Professor and Provost's Distinguished Fellow
Aziz Rana is a Professor and Provost’s Distinguished Fellow at Boston College Law School and the incoming J. Donald Monan, S.J., University Professor of Law and Government (beginning 2024). He joins Boston College from Cornell Law School, where he was the Richard and Lois Cole Professor of Law.
His research and teaching center on American constitutional law and political development. In particular, Rana’s work focuses on how shifting notions of race, citizenship, and empire have shaped legal and political identity since the founding.
His first book, The Two Faces of American Freedom (Harvard University Press) situates the American experience within the global history of colonialism, examining the intertwined relationship in American constitutional practice between internal accounts of freedom and external projects of power and expansion. His forthcoming book, The Constitutional Bind: How Americans Came to Idolize a Document that Fails Them (University of Chicago Press, 2024), explores the modern emergence of constitutional veneration in the twentieth century -- especially against the backdrop of growing American global authority -- and how veneration has influenced the boundaries of popular politics.

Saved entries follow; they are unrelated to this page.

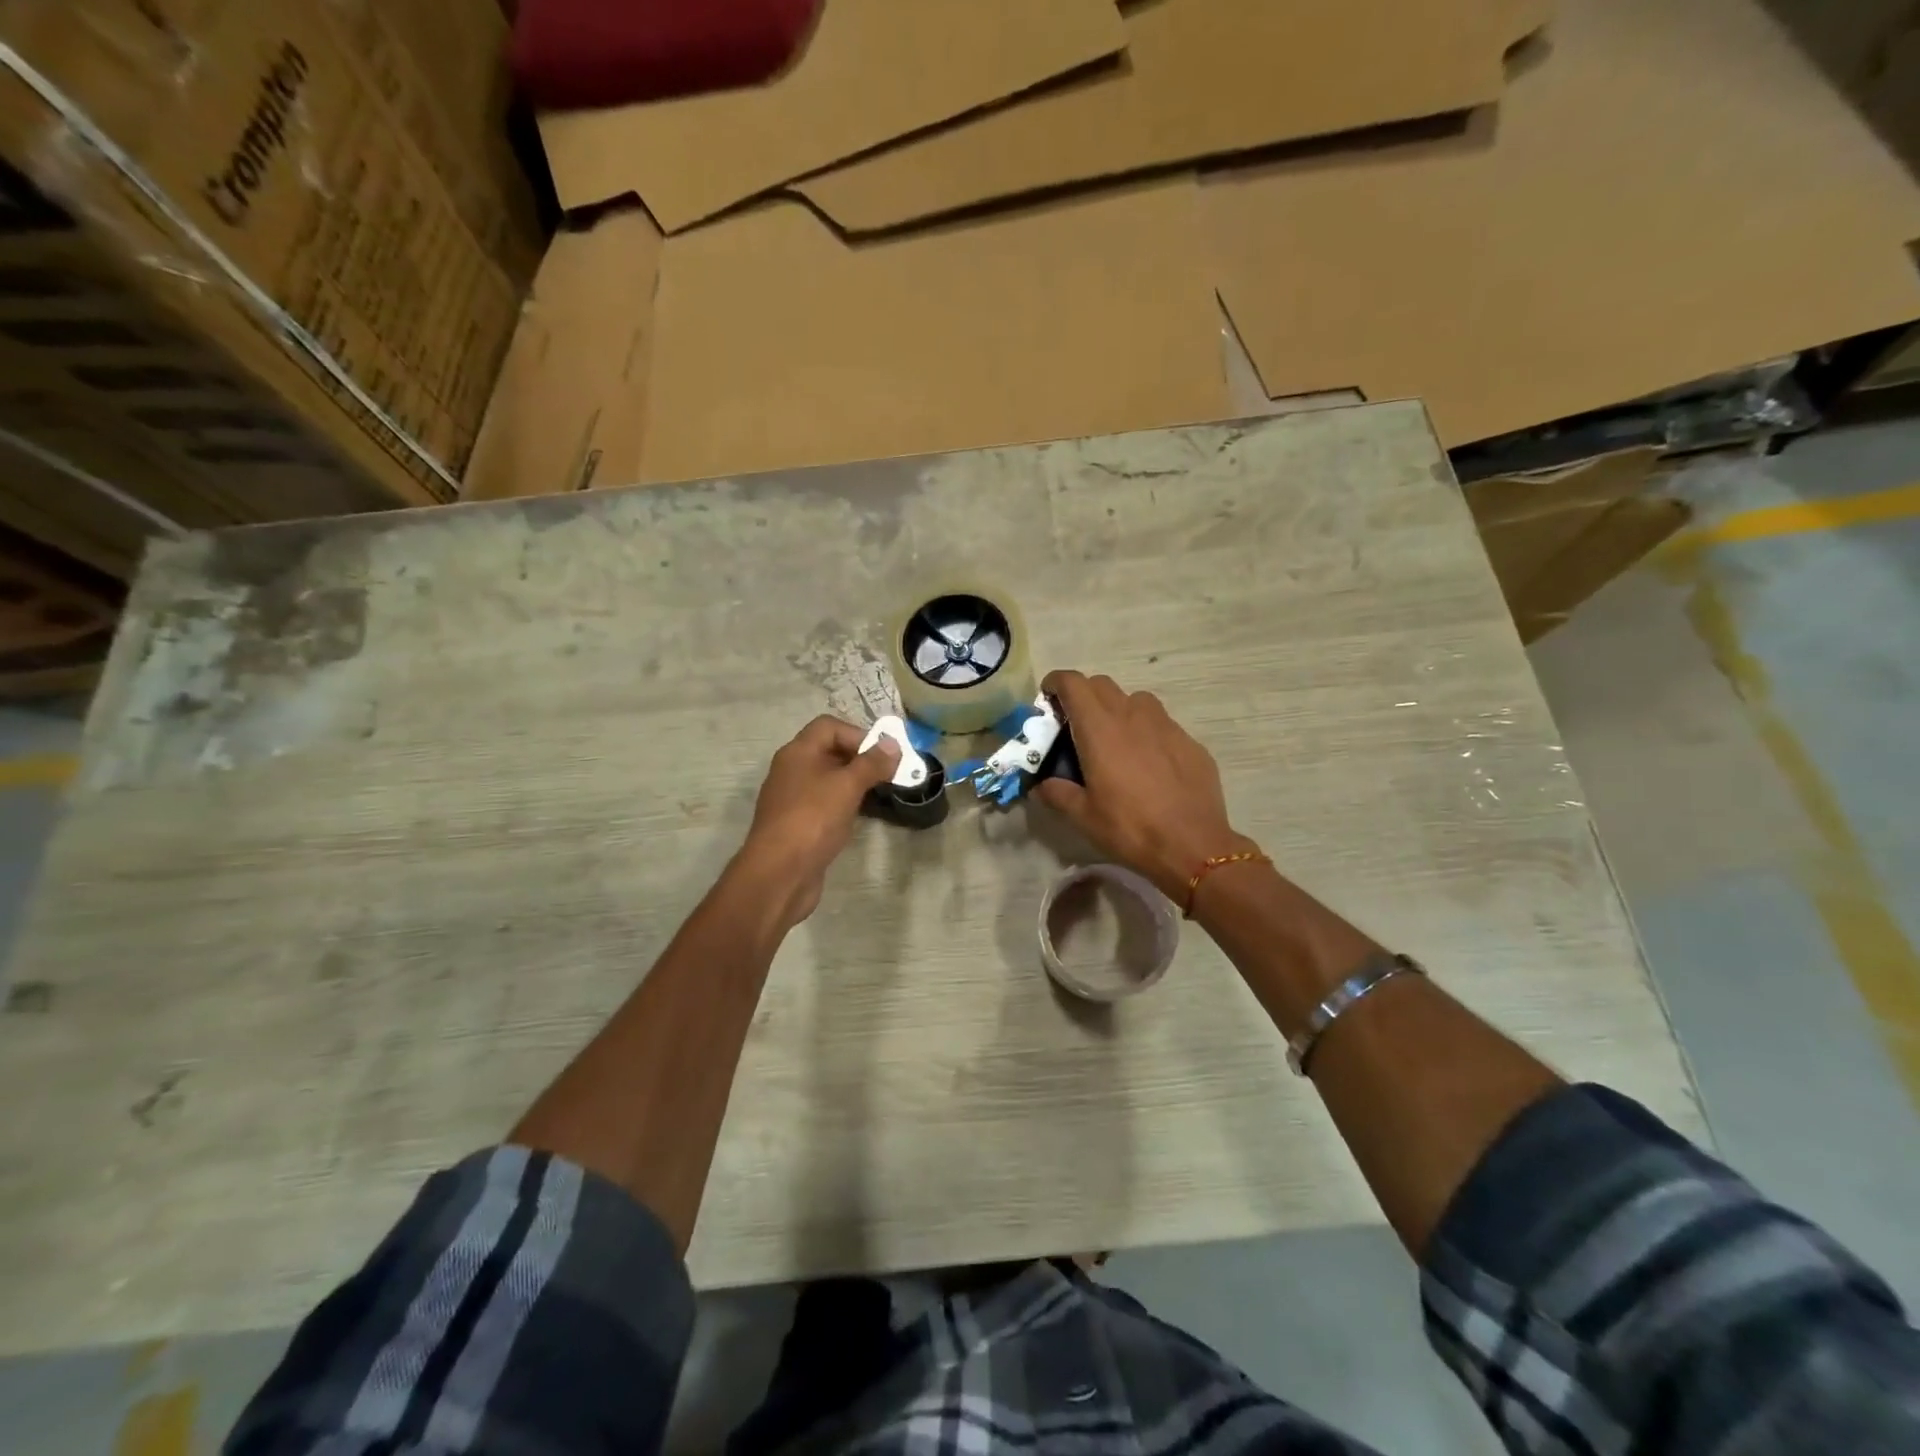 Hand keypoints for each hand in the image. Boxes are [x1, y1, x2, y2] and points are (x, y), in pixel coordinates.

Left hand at [734, 715, 900, 926]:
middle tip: (889, 773)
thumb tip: (893, 744)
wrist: (779, 874)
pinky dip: (844, 804)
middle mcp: (792, 770)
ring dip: (855, 782)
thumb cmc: (813, 820)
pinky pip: (825, 803)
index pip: (829, 726)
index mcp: (798, 752)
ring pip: (829, 779)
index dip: (858, 734)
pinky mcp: (798, 824)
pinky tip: (860, 817)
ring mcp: (793, 798)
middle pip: (830, 751)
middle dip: (861, 758)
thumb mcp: (847, 786)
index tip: (883, 755)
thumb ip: (872, 763)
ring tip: (880, 794)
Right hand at [1036, 670, 1255, 902]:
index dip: (1055, 683)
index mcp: (1099, 728)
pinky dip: (1146, 731)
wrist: (1193, 846)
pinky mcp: (1189, 741)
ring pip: (1135, 699)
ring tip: (1114, 740)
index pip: (1072, 683)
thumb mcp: (1083, 816)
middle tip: (1076, 725)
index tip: (1048, 699)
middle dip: (1083, 695)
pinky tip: (1148, 763)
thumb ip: (1057, 793)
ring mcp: (1166, 725)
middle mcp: (1132, 715)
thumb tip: (1041, 785)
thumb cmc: (1129, 828)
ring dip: (1117, 709)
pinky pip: (1161, 723)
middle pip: (1101, 684) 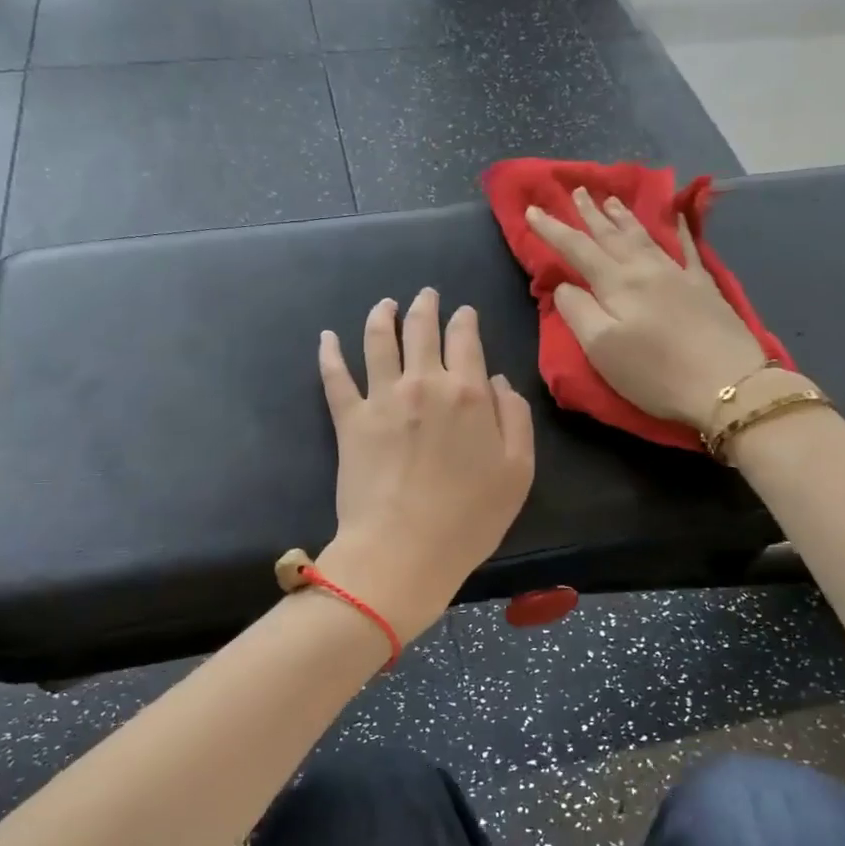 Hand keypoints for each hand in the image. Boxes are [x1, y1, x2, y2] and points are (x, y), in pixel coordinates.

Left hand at [316, 289, 534, 641]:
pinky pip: (335, 377)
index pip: (466, 340)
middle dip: (426, 306)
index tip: (464, 312)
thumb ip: (515, 419)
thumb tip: (498, 382)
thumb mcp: (518, 472)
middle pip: (422, 330)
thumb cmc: (469, 519)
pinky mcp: (349, 420)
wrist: (403, 551)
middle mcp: (423, 383)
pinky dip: (329, 353)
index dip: (465, 320)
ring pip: (379, 340)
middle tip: (426, 294)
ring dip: (382, 315)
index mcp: (468, 392)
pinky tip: (327, 337)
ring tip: (385, 304)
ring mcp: (382, 398)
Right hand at [526, 189, 769, 430]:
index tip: (532, 209)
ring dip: (623, 217)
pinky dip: (678, 228)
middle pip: (611, 235)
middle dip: (590, 213)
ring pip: (644, 236)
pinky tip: (676, 216)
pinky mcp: (704, 287)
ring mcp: (678, 274)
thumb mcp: (601, 348)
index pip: (576, 249)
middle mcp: (645, 269)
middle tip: (577, 189)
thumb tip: (564, 286)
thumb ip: (577, 311)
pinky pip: (687, 246)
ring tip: (611, 199)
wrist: (727, 383)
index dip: (552, 229)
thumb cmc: (654, 372)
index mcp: (616, 284)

Rana has written essays and op-eds for such venues as n+1, Dissent, The Boston Review, The Washington Post, The New York Times, New Labor Forum, Jacobin, The Guardian, The Chronicle of Higher Education, The Nation, Jadaliyya, Salon, and The Law and Political Economy Blog. He has articles and chapter contributions published or forthcoming with Yale and Oxford University Presses, The University of Chicago Law Review, California Law Review, UCLA Law Review, Texas Law Review, and the Yale Law Journal Forum, among others.
Rana is an editorial board member of Dissent, The Law and Political Economy Blog, and Just Security. He is also a Life Member of the Council of Foreign Relations and a Non-Resident Fellow at the Quincy Institute for Responsible Statecraft.
He received his A.B. from Harvard College summa cum laude and his J.D. from Yale Law School. He earned a Ph.D. in political science at Harvard University, where his dissertation was awarded the University's Charles Sumner Prize.